Problem: We are trying to use the tbb::task_scheduler_observe class extensions (preview feature) to pin a couple of worker threads to a specific tbb::task_arena after changing the affinity and priority of those specific worker threads entering this dedicated real time arena. The mechanism works well as long as we are not changing the worker threads trapped into the arena to real time priority. When changing the worker threads priority to real time to solve our latency issue (note that we only do so for the couple of worker threads trapped into that specific real time arena), this makes the system freezes. I presume that the system freezes because those worker threads now at real time priority are constantly trying to leave the arena via the tbb::task_scheduler_observe::on_scheduler_leaving() where we always return false as per the sample code.
Question: Is there a way to have worker threads dedicated to a specific arena so that they are trapped and can never leave the arena without them trying to leave the arena all the time? Like Jesse Pinkman in Breaking Bad.
Actual problem we are trying to solve here: We are currently optimizing the performances of our application to have outstanding real time playback. We are already leveraging the Intel Threading Building blocks in various parts of the application. But in this particular case, we have a latency performance issue that cannot be solved by the priority scheme associated with the task_group_context. We need a couple of dedicated worker threads set at real time priority otherwise they compete with numerous other threads in the background that are working on what is going to be displayed in the future - decoding threads, processing threads, etc. In that specific scenario, the future can wait. Those dedicated worker threads don't have much to do but they have to react fast otherwise the playback could possibly drop a frame. Something we don't want. We are running on high performance dual socket workstations. We have the power. It is the low latency we need.
Many thanks in advance,
the overall idea of isolating a real-time priority work in a special task arena makes sense to me.
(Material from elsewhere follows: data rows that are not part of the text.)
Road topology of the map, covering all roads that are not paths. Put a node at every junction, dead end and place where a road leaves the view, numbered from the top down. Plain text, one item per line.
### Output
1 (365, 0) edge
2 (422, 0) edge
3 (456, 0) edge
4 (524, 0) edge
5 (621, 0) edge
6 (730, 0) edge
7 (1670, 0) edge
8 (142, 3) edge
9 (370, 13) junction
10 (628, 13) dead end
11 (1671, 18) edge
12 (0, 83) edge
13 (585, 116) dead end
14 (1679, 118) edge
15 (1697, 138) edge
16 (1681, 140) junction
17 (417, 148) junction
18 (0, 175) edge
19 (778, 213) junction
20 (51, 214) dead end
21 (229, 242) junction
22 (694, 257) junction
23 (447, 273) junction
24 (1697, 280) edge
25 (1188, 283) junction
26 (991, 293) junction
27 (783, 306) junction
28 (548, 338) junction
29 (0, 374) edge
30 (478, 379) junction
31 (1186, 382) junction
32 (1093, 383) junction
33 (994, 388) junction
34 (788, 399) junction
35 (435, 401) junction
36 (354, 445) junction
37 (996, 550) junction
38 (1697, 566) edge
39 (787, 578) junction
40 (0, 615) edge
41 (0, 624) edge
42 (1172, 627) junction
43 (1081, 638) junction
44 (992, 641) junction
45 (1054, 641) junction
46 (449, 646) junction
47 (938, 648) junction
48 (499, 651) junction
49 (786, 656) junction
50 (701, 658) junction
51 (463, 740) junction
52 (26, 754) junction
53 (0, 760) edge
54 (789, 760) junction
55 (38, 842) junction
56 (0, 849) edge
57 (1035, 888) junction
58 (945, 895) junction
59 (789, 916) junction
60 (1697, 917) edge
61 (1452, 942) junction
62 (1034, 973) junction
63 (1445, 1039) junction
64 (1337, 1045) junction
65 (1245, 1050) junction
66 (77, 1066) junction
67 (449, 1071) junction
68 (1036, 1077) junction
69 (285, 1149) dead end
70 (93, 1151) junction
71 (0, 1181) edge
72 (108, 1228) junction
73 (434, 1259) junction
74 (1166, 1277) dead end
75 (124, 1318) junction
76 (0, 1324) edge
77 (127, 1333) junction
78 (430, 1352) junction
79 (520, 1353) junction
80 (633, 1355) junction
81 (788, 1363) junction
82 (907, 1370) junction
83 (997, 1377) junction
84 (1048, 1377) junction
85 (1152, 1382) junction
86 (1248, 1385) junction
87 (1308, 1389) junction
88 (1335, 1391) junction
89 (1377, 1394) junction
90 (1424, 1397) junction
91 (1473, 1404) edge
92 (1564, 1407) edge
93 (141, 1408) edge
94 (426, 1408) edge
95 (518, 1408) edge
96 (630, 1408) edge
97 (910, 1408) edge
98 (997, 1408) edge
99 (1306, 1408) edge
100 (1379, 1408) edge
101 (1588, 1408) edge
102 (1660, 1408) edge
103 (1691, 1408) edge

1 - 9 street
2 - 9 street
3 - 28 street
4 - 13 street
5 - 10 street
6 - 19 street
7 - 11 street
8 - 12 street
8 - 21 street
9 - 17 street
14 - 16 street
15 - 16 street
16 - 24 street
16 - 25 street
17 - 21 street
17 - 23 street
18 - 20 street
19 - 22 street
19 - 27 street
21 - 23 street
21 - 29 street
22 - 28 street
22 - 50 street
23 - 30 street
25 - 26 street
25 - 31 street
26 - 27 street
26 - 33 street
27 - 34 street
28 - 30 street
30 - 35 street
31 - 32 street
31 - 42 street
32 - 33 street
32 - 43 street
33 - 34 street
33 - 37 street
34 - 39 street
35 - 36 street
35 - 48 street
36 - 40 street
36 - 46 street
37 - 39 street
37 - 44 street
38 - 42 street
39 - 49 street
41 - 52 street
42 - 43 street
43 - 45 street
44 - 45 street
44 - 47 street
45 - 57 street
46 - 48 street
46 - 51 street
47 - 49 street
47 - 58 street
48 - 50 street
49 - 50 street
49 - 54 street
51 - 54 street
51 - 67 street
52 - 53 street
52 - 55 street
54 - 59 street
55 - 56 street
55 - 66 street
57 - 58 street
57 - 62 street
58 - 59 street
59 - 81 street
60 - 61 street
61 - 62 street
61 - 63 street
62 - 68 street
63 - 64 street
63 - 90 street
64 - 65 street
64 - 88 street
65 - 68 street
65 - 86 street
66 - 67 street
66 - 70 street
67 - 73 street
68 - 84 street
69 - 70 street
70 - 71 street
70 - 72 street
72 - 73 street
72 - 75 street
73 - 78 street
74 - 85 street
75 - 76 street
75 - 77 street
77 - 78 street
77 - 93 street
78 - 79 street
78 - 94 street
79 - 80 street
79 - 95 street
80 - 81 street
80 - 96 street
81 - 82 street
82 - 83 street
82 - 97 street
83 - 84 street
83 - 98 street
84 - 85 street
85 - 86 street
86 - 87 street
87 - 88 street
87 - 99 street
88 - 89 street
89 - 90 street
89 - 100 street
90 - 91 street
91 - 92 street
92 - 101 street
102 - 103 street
However, trapping threads to this arena looks much less "nice", and I'm not surprised that it did not work well. The weak point is that trapping a thread inside an arena means spin-waiting, as worker threads do not sleep while in arena. It's by design; a thread provider is external to the task scheduler and could even be a 3rd party component (such as MS ConcRT), and it might have its own plans to idle threads - so instead of sleeping on a semaphore, worker threads return to the provider. So trapped threads do busy-waiting, and obviously if these threads have real time priority the system has little chances to do anything useful.
Also I should tell that in the latest updates we removed that "trapping" on_scheduler_leaving() callback from arena observers. Instead we suggested may_sleep() callback for global observers, which could prevent workers from falling asleep (more correctly, from returning to the thread provider) when there is no work. The targeted use case is to prevent premature sleep (and associated overhead & latency increase) when the aplication is about to submit a new portion of work really soon. It's also a preview functionality, and there is no guarantee it will survive. Anyway, I guess this new callback is of no help for your use case.
We will discuss your use case internally, and get back to you soon.
Thank you so much for the excellent reply. Any advice on how we could approach this use case differently while still leveraging the Intel TBBs would be very much appreciated.